**Work item:** All that should be output is the block of lines below from the line with "thumb mcp: (184, 214)" to the line with "ring pip: (211, 162)", both included, exactly as written.

**Records for the exercise:**
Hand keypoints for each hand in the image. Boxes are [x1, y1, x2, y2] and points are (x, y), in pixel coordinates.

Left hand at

==

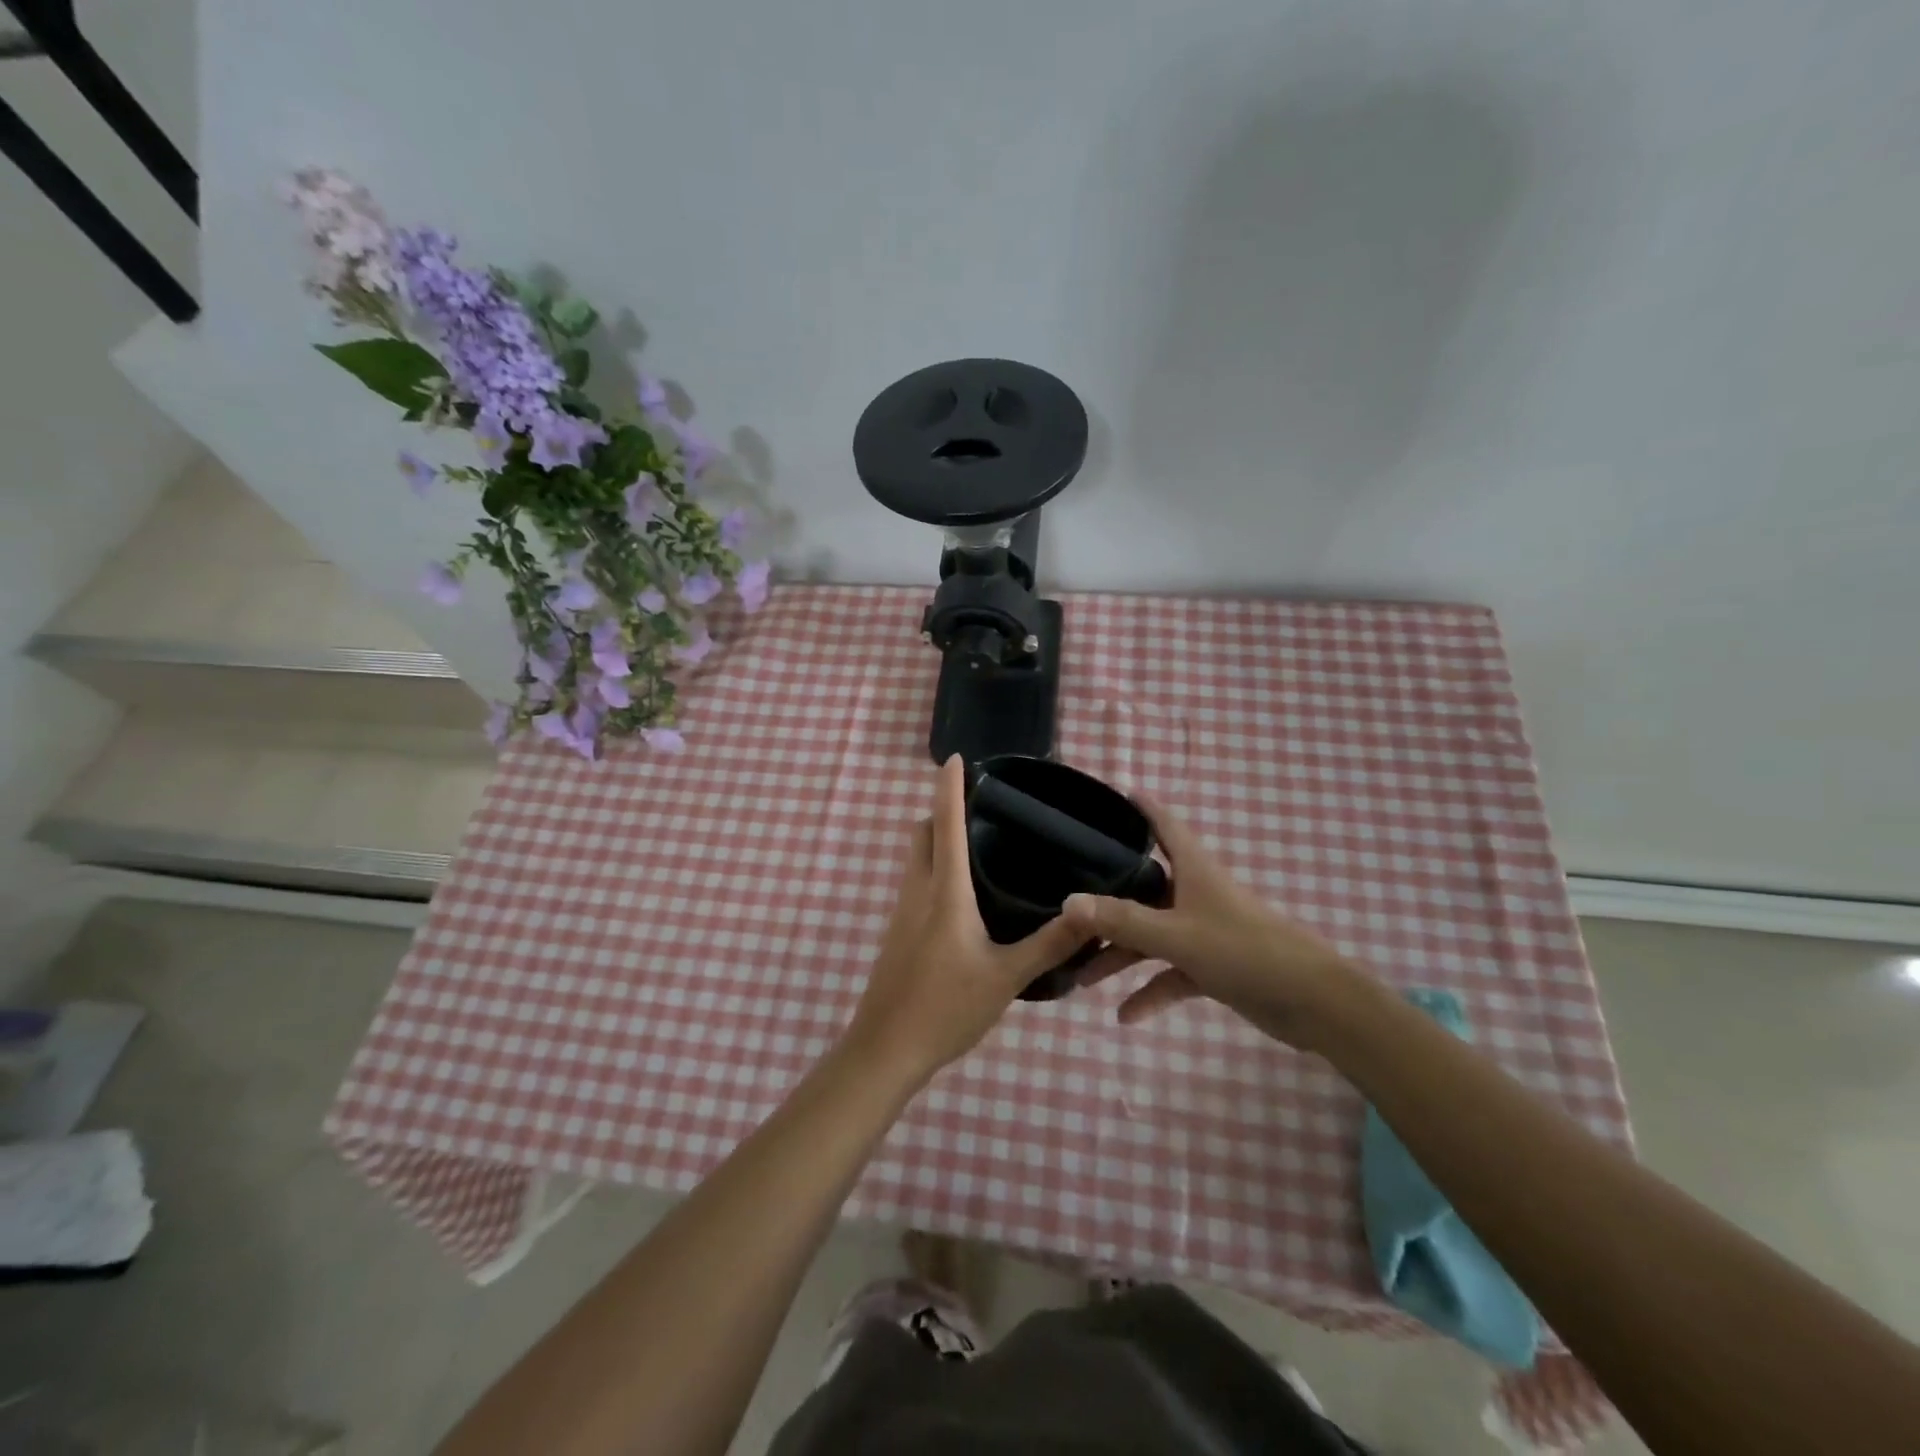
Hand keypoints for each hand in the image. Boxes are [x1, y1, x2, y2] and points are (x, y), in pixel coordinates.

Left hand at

==

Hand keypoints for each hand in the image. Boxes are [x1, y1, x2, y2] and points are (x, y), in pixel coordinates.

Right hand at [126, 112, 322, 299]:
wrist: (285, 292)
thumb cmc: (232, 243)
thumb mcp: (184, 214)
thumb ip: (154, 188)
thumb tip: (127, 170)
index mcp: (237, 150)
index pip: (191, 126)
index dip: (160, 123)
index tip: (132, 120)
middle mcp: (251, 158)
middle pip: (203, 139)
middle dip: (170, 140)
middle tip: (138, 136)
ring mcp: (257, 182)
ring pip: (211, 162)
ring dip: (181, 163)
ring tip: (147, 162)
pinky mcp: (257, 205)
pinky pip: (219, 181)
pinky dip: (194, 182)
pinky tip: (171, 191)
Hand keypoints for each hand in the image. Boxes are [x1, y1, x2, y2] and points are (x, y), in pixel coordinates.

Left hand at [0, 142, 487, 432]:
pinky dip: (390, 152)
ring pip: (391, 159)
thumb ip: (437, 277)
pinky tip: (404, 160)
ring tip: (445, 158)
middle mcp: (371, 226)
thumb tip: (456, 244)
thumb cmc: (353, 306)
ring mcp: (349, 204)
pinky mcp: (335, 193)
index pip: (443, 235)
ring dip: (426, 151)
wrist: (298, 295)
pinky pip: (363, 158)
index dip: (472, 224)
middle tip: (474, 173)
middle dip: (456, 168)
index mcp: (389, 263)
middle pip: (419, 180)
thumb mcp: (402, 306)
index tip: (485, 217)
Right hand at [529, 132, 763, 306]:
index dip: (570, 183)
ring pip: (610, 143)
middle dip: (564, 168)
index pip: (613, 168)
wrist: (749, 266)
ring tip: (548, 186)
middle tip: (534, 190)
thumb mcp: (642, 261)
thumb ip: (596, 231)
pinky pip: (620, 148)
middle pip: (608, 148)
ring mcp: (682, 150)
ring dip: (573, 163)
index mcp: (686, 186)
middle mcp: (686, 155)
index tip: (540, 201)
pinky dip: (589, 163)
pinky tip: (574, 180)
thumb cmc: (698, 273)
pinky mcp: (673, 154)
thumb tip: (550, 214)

**Result:**
thumb mcp: (184, 214)
thumb ip: (154, 188)
thumb tip: (127, 170)
index mcp: (237, 150)
index pip: (191, 126)
index dip: (160, 123)
index tip: (132, 120)
middle mcp: (251, 158)
middle pip: (203, 139)
middle dip: (170, 140)
middle tip: (138, 136)
ring mcp: (257, 182)
ring pip: (211, 162)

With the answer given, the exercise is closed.